Training School: “Optical Character Recognition and Text Encoding for the production of ELTeC”

This Training School is about Optical Character Recognition and Text Encoding for the production of ELTeC (European Literary Text Collection) contributions. The ELTeC will contain a principled sample of European literary production, containing the full text of novels in each of many European languages published between 1850 and 1920.
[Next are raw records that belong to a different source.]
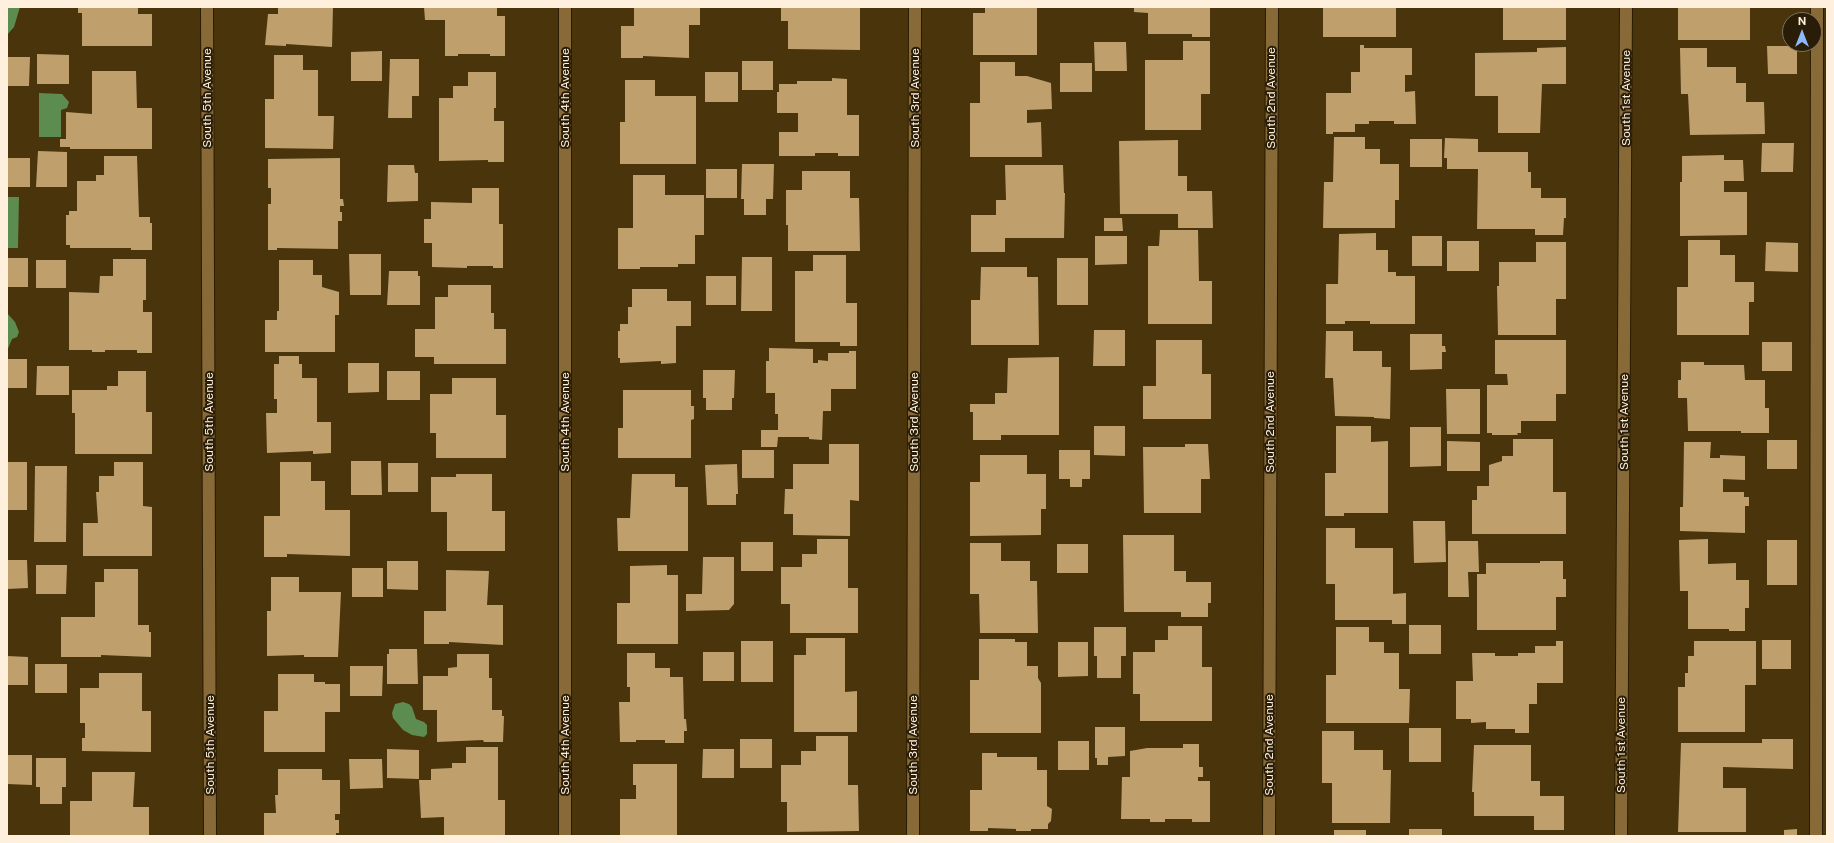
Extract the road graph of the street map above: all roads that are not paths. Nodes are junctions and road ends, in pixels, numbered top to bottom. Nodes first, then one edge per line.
1 (207, 7) edge
2 (565, 7) edge
3 (915, 7) edge
4 (1272, 7) edge
5 (1626, 7) edge
6 (1817, 7) edge
7 (210, 836) edge
8 (565, 836) edge
9 (913, 836) edge
10 (1269, 836) edge
11 (1621, 836) edge
12 (1816, 836) edge

1 - 7 street, South 5th Avenue
2 - 8 street, South 4th Avenue
3 - 9 street, South 3rd Avenue
4 - 10 street, South 2nd Avenue
5 - 11 street, South 1st Avenue
6 - 12 street

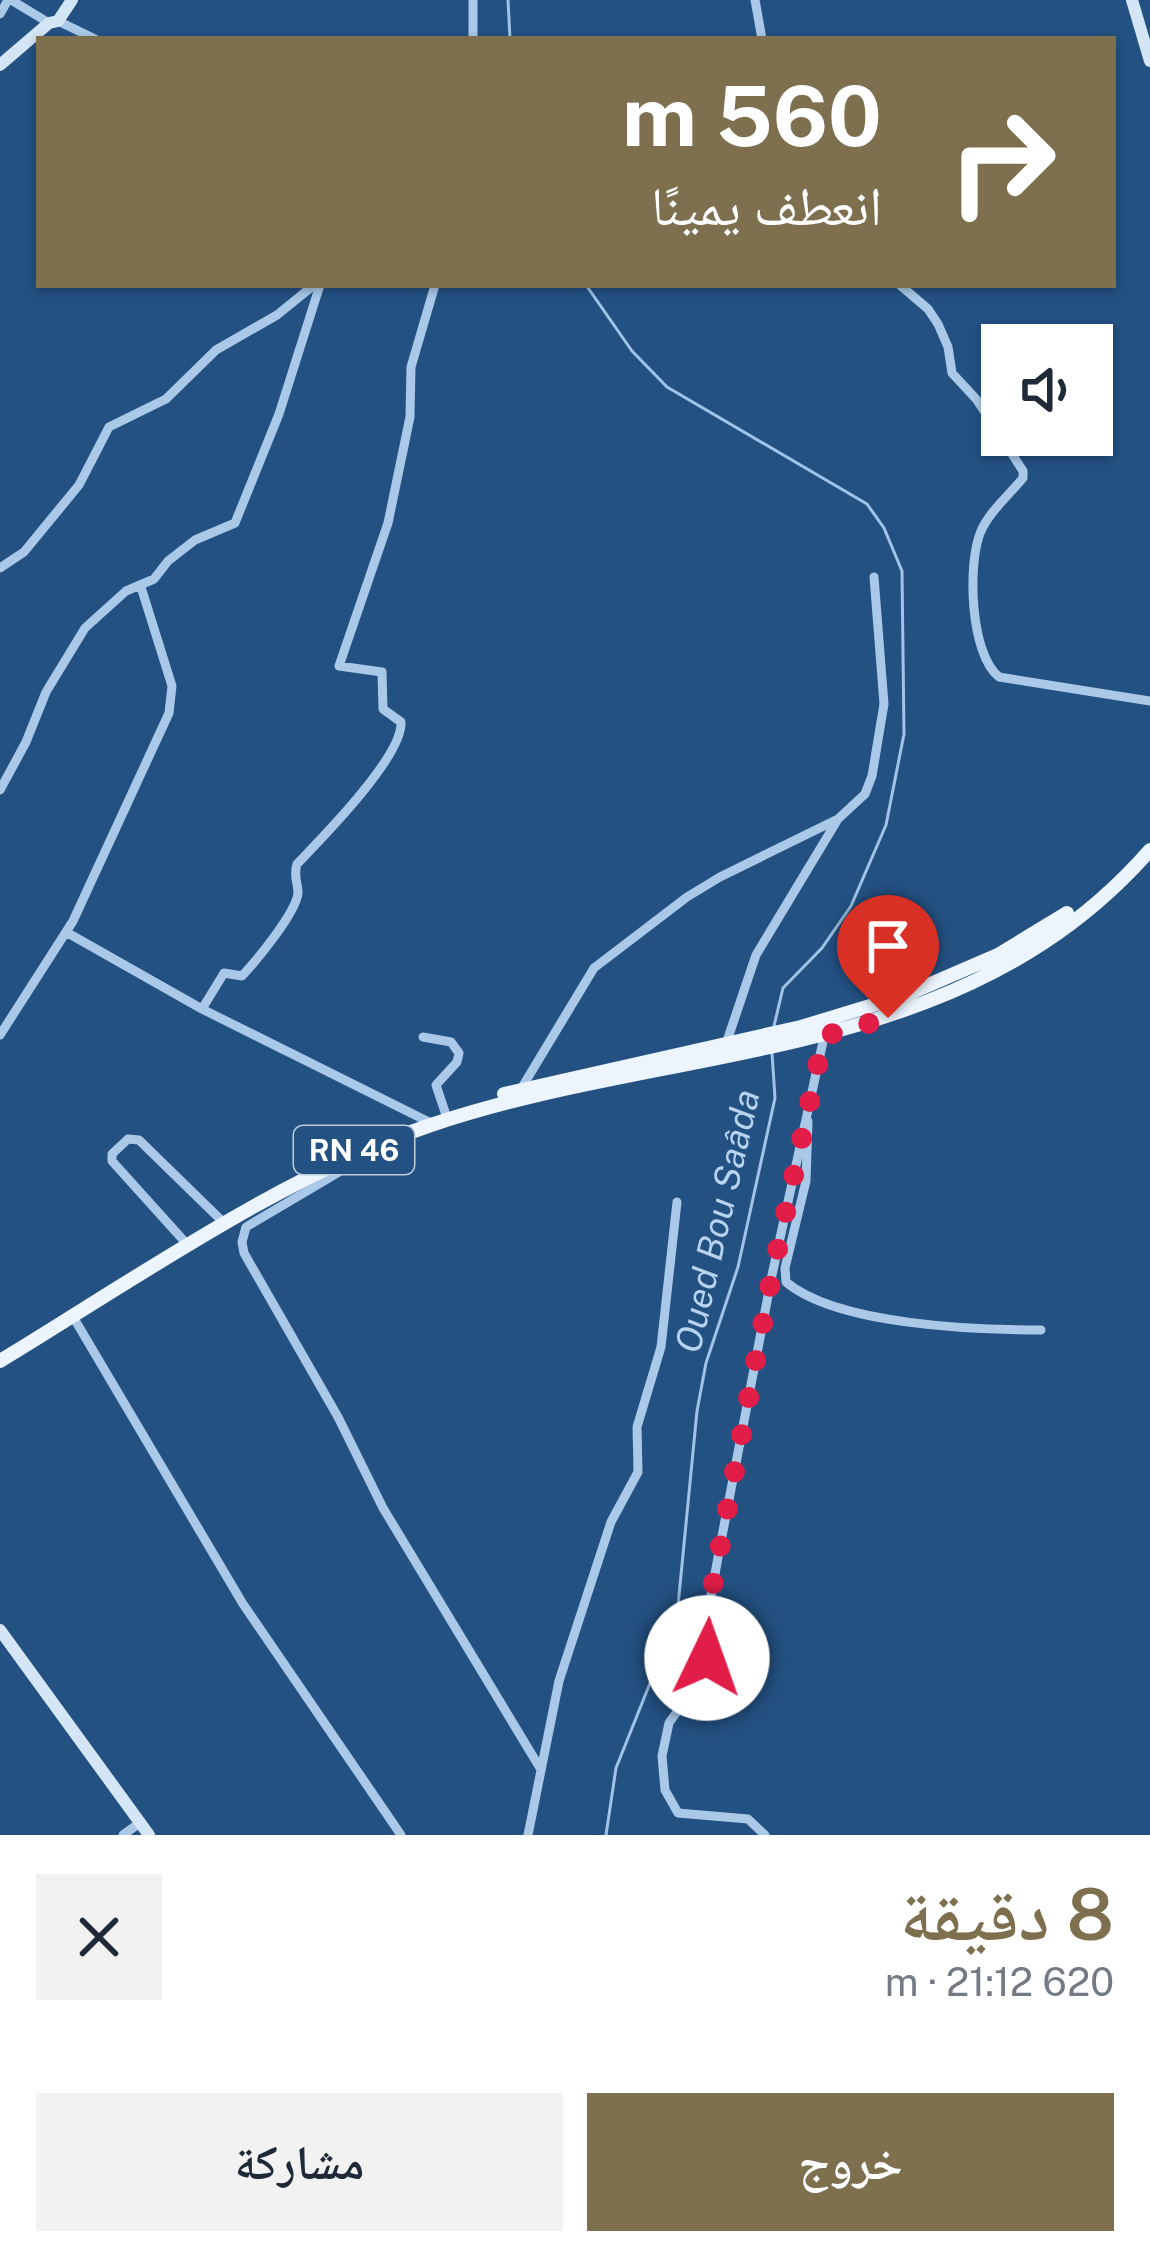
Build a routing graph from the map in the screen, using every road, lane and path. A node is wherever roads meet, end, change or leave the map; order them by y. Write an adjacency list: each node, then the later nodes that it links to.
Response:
1 (9, 0): 6 (street); 7 (street)
2 (72, 0): 7 (main road)
3 (473, 0): 11 (street)
4 (755, 0): 12 (street)
5 (1132, 0): 13 (main road)
6 (0, 14)
7 (54, 22): 8 (main road); 10 (street)
8 (36, 36)
9 (36, 36): 14 (main road)
10 (86, 36)
11 (473, 36)
12 (761, 36)
13 (1150, 61)
14 (0, 65)
15 (313, 288): 19 (street)
16 (316, 288): 21 (street)
17 (434, 288): 28 (street)
18 (904, 288): 22 (street)
19 (0, 568)
20 (874, 578): 24 (street)
21 (141, 587): 23 (street); 27 (street)
22 (1150, 701)
23 (0, 790)
24 (838, 819): 32 (street); 33 (street)
25 (1150, 837): 29 (main road, RN 46)
26 (1150, 850): 29 (main road, RN 46)
27 (66, 932): 28 (street); 30 (street)
28 (202, 1009): 36 (street)
29 (812, 1034): 32 (main road, RN 46); 34 (street); 36 (main road, RN 46)
30 (0, 1037)
31 (423, 1037): 35 (street)
32 (726, 1044): 33 (main road, RN 46)
33 (521, 1089): 35 (main road, RN 46)
34 (808, 1108): 42 (street); 51 (street)
35 (445, 1112): 36 (main road, RN 46)
36 (428, 1122): 37 (main road, RN 46); 39 (main road, RN 46)
37 (387, 1141): 41 (main road, RN 46); 46 (street)
38 (677, 1202): 46 (street)
39 (222, 1221): 40 (main road, RN 46); 40 (street)
40 (185, 1242): 41 (main road, RN 46)
41 (71, 1314): 43 (main road, RN 46); 44 (main road, RN 46); 49 (street)
42 (1040, 1330)
43 (0, 1352)
44 (0, 1361)
45 (0, 1630): 47 (main road)
46 (540, 1768): 50 (street)
47 (145, 1829): 48 (street)
48 (123, 1835)
49 (401, 1835)
50 (529, 1835)
51 (765, 1835)

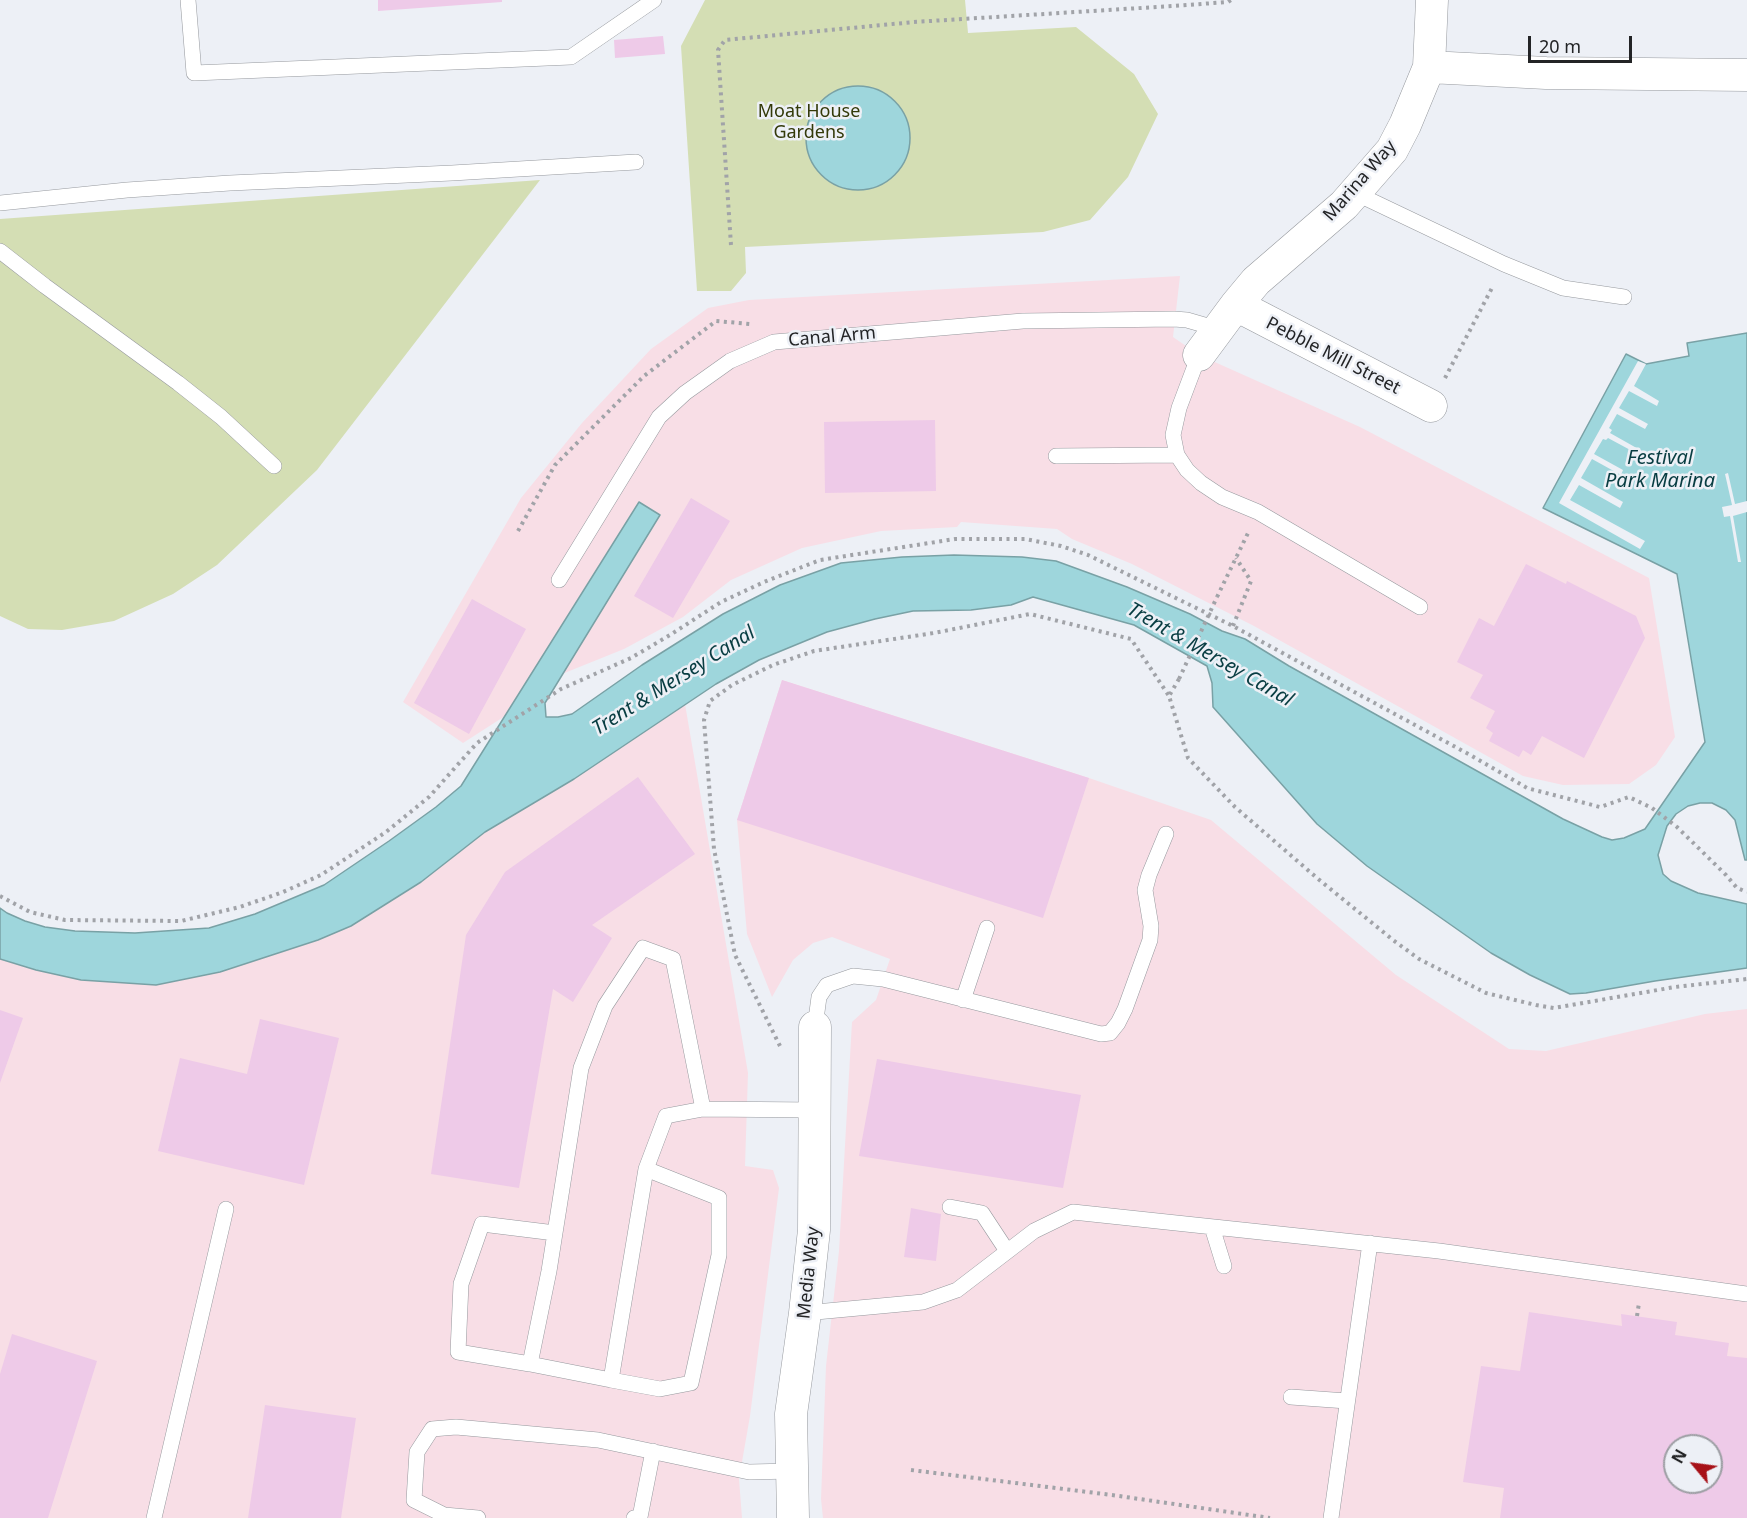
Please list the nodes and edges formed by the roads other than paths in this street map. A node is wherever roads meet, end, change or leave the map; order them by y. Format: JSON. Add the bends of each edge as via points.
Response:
{"nodes":[{"id":1,"x":188,"y":0,"type":"edge"},
{"id":2,"x":654,"y":0,"type":"edge"},
{"id":3,"x":1432,"y":0,"type":"edge"},
{"id":4,"x":1429,"y":67,"type":"junction"},
{"id":5,"x":1747,"y":75,"type":"edge"},
{"id":6,"x":636,"y":162,"type":"dead end"},
{"id":7,"x":1355,"y":193,"type":"junction"},
{"id":8,"x":0,"y":203,"type":"edge"},
{"id":9,"x":0,"y":251,"type":"edge"},
{"id":10,"x":1624,"y":297,"type":"dead end"},
{"id":11,"x":1227,"y":317,"type":"junction"},
{"id":12,"x":1199,"y":355,"type":"joint"},
{"id":13,"x":1431,"y":406,"type":"road end"},
{"id":14,"x":1177,"y":454,"type":"junction"},
{"id":15,"x":1056,"y":456,"type":"dead end"},
{"id":16,"x":274,"y":466,"type":"dead end"},
{"id":17,"x":559,"y":580,"type":"dead end"},
{"id":18,"x":1420,"y":607,"type":"dead end"},
{"id":19,"x":1166,"y":834,"type":"dead end"},
{"id":20,"x":987,"y":928,"type":"dead end"},
{"id":21,"x":963,"y":999,"type":"junction"},
{"id":22,"x":814,"y":1036,"type":"joint"},
{"id":23,"x":703,"y":1109,"type":"junction"},
{"id":24,"x":814,"y":1110,"type":"junction"},
{"id":25,"x":646,"y":1169,"type":"junction"},
{"id":26,"x":950,"y":1207,"type":"dead end"},
{"id":27,"x":226,"y":1209,"type":"dead end"},
{"id":28,"x":1212,"y":1227,"type":"junction"},
{"id":29,"x":555,"y":1233,"type":"junction"},
{"id":30,"x":1370,"y":1243,"type":"junction"},
{"id":31,"x":1007,"y":1251,"type":"junction"},
{"id":32,"x":1224,"y":1266,"type":"dead end"},
{"id":33,"x":1747,"y":1294,"type":"edge"},
{"id":34,"x":805,"y":1312,"type":"junction"},
{"id":35,"x":530,"y":1364,"type":"junction"},
{"id":36,"x":611,"y":1380,"type":"junction"},
{"id":37,"x":1291,"y":1397,"type":"dead end"},
{"id":38,"x":1347,"y":1401,"type":"junction"},
{"id":39,"x":653,"y":1451,"type":"junction"},
{"id":40,"x":792,"y":1471,"type":"junction"},
{"id":41,"x":154,"y":1518,"type":"edge"},
{"id":42,"x":478,"y":1518,"type":"edge"},
{"id":43,"x":634,"y":1518,"type":"edge"},
{"id":44,"x":793,"y":1518,"type":"edge"},
{"id":45,"x":1331,"y":1518,"type":"edge"}],
"edges":[{"from":1,"to":2,"type":"lane","via":[[194,73],[571,57]]},
{"from":3,"to":4,"type":"street","name":"Marina Way"},
{"from":4,"to":5,"type":"street","via":[[1546,74]]},
{"from":4,"to":7,"type":"street","name":"Marina Way","via":[[1392,150]]},
{"from":6,"to":8,"type":"lane","via":[[230,183]]},
{"from":7,"to":10,"type":"lane","via":[[1563,288]]},
{"from":7,"to":11,"type":"street","name":"Marina Way","via":[[1256,281]]},
{"from":9,"to":16,"type":"lane","via":[[178,383]]},
{"from":11,"to":12,"type":"street","name":"Marina Way"},
{"from":11,"to":13,"type":"street","name":"Pebble Mill Street"},
{"from":11,"to":17,"type":"lane","name":"Canal Arm","via":[[1023,321],[774,342],[730,361],[659,417]]},
{"from":12,"to":14,"type":"lane","via":[[1173,435]]},
{"from":14,"to":15,"type":"lane"},
{"from":14,"to":18,"type":"lane","via":[[1187,470],[1222,497],[1258,512]]},
{"from":19,"to":21,"type":"lane","via":[[1145,890],[1150,940],[1125,1009],[1110,1033],[1101,1034]]},
{"from":20,"to":21,"type":"lane"},
{"from":21,"to":22,"type":"lane","via":[[883,979],[853,976],[827,985],[819,997]]},
{"from":22,"to":24,"type":"street","name":"Media Way"},
{"from":23,"to":24,"type":"lane"},
{"from":23,"to":25,"type":"lane","via":[[666,1116]]},
{"from":23,"to":29,"type":"lane","via":[[673,958],[643,948],[605,1006],[581,1068]]},
{"from":24,"to":34,"type":"street","name":"Media Way","via":[[814,1230]]},
{"from":25,"to":36,"type":"lane"},
{"from":25,"to":36,"type":"lane","via":[[719,1198],[719,1255],[691,1383],[660,1389]]},
{"from":26,"to":31,"type":"lane","via":[[982,1213]]},
{"from":27,"to":41,"type":"lane"},
{"from":28,"to":30,"type":"lane"},
{"from":28,"to":31,"type":"lane","via":[[1073,1212],[1034,1231]]},
{"from":28,"to":32,"type":"lane"},
{"from":29,"to":35,"type":"lane"},
{"from":29,"to":35,"type":"lane","via":[[482,1224],[461,1284],[458,1352]]},
{"from":30,"to":33,"type":"lane"},
{"from":30,"to":38,"type":"lane"},
{"from":31,"to":34,"type":"lane","via":[[957,1290],[923,1302]]},
{"from":34,"to":40,"type":"street","name":"Media Way","via":[[791,1414]]},
{"from":35,"to":36,"type":"lane"},
{"from":37,"to":38,"type":"lane"},
{"from":38,"to":45,"type":"lane"},
{"from":39,"to":40,"type":"lane","via":[[749,1472]]},
{"from":39,"to":42,"type":"lane","via":[[598,1440],[456,1427],[432,1429],[417,1452],[414,1500],[444,1515]]},
{"from":39,"to":43,"type":"lane","via":[[640,1517]]},
{"from":40,"to":44,"type":"street","name":"Media Way"}]}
The aim of the Training School is to enable a group of Action participants to go from a novel in the form of a scanned book to a TEI-encoded full-text version of the novel. The target audience are researchers from participating countries interested in contributing texts to the ELTeC but who need to digitize texts for this purpose and who are insufficiently familiar with the practicalities of Optical Character Recognition for full-text generation and with the fundamentals of using the Guidelines of the Text Encoding Initiative to do so.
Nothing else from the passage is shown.